◆ EXERCISE DIRECTIONS
Count how many lines of the data include "Capucins". The answer is that number and nothing else.

Dataset entries
>>>
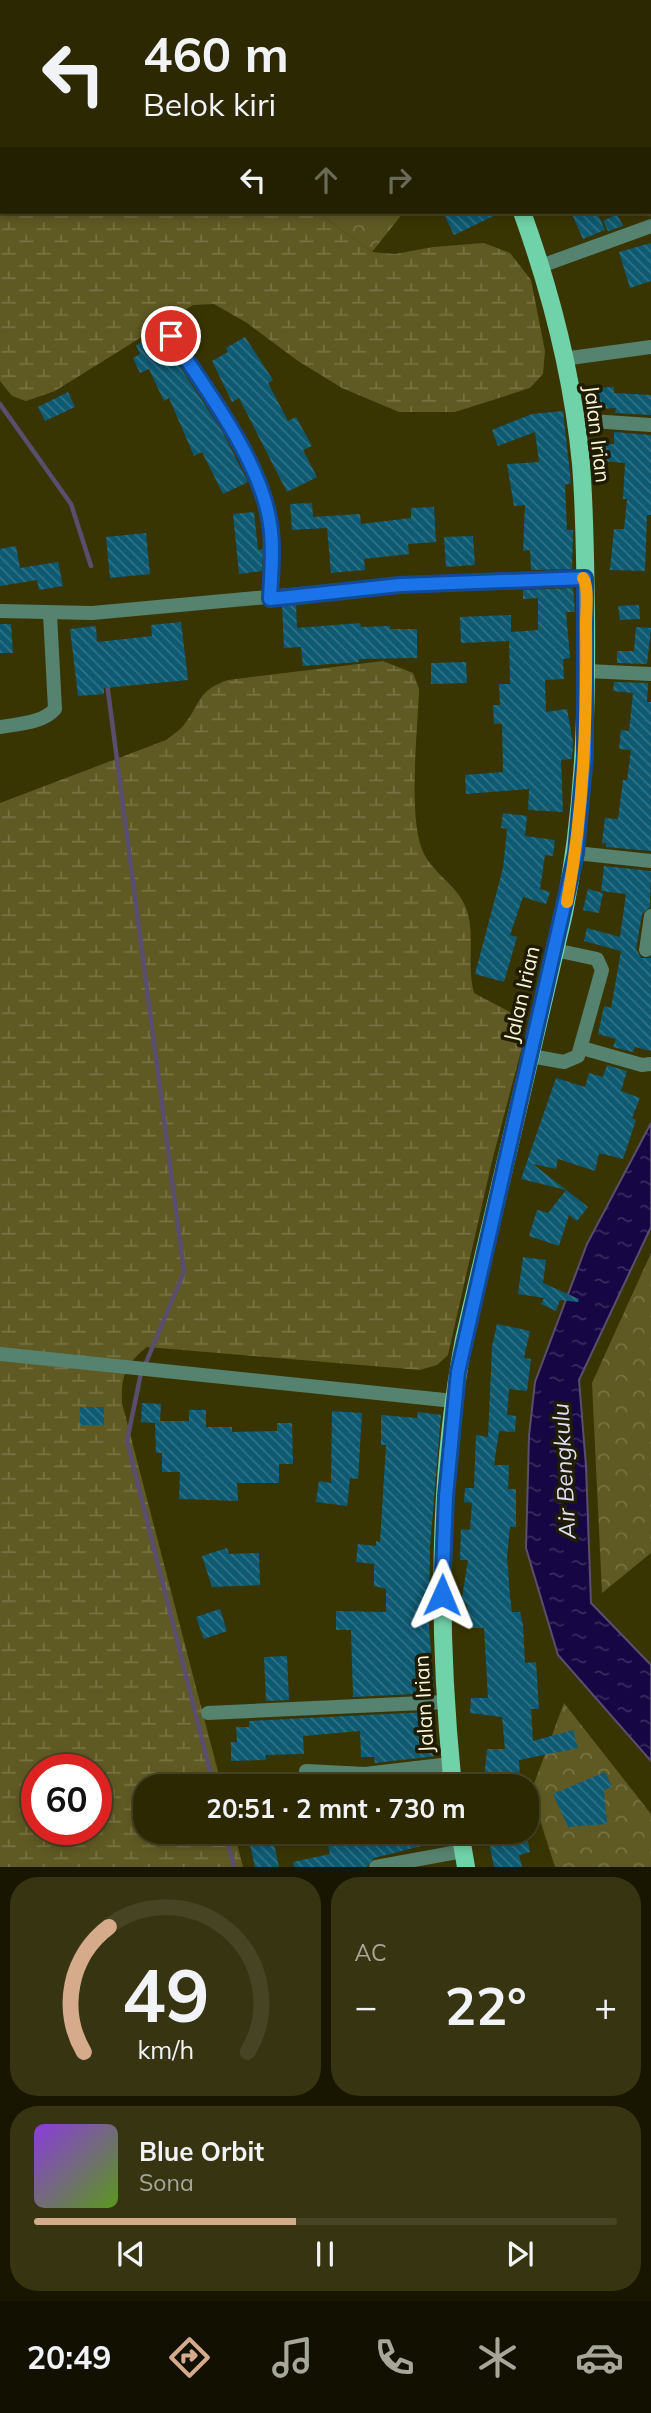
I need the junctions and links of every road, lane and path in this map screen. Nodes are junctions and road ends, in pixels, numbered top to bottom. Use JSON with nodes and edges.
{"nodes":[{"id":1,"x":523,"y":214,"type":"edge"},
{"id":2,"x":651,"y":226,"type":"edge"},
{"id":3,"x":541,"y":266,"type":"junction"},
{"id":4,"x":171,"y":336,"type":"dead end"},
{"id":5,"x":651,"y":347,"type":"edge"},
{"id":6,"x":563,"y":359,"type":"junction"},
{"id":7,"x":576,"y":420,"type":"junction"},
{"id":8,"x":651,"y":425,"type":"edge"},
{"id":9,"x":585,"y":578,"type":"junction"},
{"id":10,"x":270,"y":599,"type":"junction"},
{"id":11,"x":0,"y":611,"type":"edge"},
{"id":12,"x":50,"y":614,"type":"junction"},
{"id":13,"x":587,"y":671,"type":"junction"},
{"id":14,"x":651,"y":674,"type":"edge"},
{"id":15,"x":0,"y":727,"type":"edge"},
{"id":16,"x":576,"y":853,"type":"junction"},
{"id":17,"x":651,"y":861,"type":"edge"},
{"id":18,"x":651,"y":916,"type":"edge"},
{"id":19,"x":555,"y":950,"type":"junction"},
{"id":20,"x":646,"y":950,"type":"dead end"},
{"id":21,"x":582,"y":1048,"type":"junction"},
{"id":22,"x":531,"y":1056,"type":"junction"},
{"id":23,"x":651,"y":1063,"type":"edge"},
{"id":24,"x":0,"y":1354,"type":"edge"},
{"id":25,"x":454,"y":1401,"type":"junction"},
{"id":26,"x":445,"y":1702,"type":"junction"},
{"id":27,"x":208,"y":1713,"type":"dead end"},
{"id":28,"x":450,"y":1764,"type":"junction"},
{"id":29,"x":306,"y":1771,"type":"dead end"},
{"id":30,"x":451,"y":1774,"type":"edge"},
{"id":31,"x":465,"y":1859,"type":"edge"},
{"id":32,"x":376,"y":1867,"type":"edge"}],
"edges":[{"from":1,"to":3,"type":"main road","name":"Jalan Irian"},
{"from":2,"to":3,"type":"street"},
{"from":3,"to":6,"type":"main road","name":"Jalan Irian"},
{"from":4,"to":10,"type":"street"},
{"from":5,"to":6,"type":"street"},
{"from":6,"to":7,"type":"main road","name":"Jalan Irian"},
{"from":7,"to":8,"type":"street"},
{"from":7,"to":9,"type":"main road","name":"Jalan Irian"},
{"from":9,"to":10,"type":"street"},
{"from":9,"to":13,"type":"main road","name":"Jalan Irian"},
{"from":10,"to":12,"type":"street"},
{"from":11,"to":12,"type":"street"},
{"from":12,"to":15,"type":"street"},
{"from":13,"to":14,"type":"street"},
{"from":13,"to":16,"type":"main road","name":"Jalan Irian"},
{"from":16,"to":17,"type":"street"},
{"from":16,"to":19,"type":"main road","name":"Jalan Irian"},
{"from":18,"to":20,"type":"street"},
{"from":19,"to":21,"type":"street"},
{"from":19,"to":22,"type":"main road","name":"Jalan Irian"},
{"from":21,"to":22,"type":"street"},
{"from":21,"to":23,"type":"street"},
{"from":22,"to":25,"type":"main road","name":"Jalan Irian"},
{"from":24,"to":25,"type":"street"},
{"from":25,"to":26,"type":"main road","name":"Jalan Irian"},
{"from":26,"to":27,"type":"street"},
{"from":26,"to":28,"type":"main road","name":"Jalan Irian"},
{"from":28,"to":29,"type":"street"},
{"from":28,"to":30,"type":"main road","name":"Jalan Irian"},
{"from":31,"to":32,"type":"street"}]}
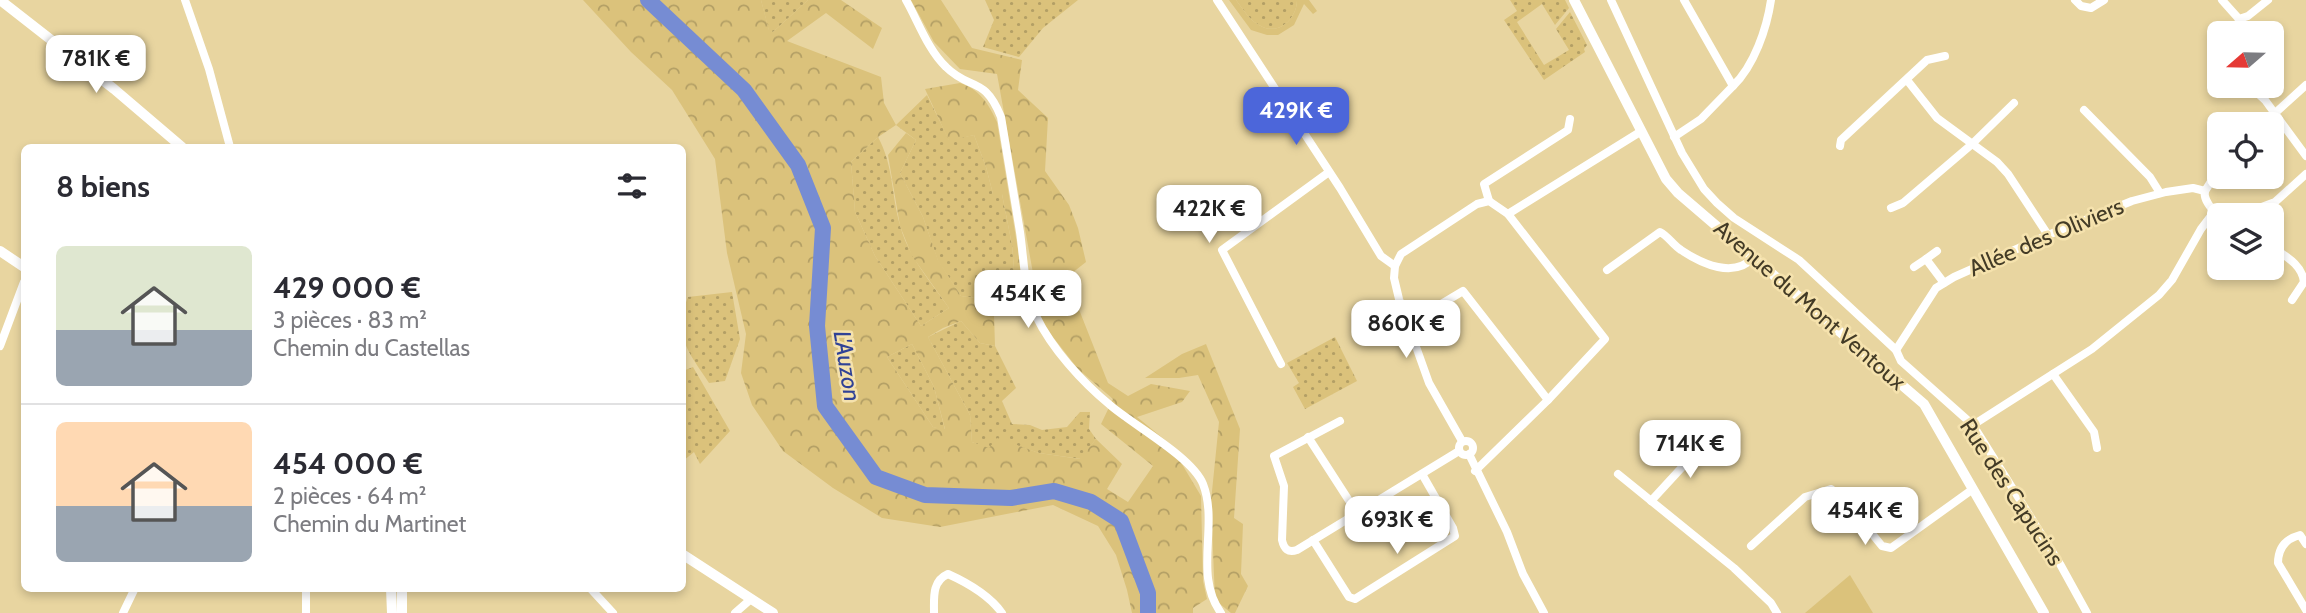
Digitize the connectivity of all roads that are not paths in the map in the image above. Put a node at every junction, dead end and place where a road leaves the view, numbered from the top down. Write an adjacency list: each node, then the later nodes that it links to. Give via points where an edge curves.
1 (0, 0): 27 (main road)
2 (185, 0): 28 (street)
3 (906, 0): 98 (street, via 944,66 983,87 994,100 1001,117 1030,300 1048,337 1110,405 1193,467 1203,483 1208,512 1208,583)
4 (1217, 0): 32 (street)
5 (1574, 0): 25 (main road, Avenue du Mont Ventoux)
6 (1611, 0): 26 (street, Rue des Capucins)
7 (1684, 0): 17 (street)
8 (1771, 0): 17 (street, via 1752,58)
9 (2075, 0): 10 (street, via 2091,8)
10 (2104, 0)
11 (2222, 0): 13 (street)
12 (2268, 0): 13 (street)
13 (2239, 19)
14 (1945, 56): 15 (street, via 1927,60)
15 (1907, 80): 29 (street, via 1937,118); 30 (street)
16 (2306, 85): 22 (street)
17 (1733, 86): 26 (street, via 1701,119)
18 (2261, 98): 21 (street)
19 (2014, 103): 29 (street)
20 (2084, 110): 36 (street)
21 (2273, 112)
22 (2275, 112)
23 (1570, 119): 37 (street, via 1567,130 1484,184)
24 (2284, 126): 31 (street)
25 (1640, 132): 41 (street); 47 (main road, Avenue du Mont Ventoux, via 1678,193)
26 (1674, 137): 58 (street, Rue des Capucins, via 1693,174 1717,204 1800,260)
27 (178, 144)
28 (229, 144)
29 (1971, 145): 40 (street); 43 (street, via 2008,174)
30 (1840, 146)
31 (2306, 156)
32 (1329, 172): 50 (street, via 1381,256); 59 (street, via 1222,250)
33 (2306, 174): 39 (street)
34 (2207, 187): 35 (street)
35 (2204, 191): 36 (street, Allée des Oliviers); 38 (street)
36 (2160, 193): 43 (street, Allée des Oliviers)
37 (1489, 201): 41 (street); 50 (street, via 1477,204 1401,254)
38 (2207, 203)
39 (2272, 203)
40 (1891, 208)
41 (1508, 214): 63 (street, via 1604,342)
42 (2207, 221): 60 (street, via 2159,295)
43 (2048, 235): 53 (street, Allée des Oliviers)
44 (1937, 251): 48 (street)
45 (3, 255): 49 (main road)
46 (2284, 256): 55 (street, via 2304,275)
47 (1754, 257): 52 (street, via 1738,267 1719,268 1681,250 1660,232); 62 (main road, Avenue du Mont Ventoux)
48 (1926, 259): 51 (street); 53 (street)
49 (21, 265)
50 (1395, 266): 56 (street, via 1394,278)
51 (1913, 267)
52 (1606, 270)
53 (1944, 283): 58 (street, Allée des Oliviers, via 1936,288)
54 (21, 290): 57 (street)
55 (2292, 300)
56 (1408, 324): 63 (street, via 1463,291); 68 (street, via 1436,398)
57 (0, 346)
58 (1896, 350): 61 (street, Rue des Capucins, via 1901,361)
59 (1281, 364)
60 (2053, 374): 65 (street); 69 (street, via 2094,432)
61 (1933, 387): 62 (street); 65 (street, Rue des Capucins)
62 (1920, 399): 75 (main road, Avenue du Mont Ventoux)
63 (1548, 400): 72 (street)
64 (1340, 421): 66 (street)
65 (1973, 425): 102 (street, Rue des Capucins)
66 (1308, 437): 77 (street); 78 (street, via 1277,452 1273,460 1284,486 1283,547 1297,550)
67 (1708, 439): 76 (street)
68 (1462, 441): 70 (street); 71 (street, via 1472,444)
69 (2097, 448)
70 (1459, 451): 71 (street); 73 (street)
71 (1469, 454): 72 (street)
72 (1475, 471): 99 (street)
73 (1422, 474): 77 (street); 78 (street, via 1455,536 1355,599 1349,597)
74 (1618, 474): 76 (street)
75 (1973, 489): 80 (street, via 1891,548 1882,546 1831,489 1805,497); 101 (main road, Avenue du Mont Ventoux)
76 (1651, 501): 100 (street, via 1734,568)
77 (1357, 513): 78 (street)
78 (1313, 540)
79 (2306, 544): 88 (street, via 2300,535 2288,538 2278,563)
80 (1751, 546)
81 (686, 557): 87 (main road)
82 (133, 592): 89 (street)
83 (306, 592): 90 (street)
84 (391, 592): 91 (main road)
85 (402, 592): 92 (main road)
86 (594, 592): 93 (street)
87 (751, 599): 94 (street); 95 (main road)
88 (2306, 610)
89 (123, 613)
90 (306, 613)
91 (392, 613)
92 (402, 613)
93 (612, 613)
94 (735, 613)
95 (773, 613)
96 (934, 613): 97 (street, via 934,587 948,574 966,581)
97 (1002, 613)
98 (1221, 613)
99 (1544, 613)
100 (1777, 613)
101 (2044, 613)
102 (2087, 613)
<<<
◆ PROBLEM SOLUTION
5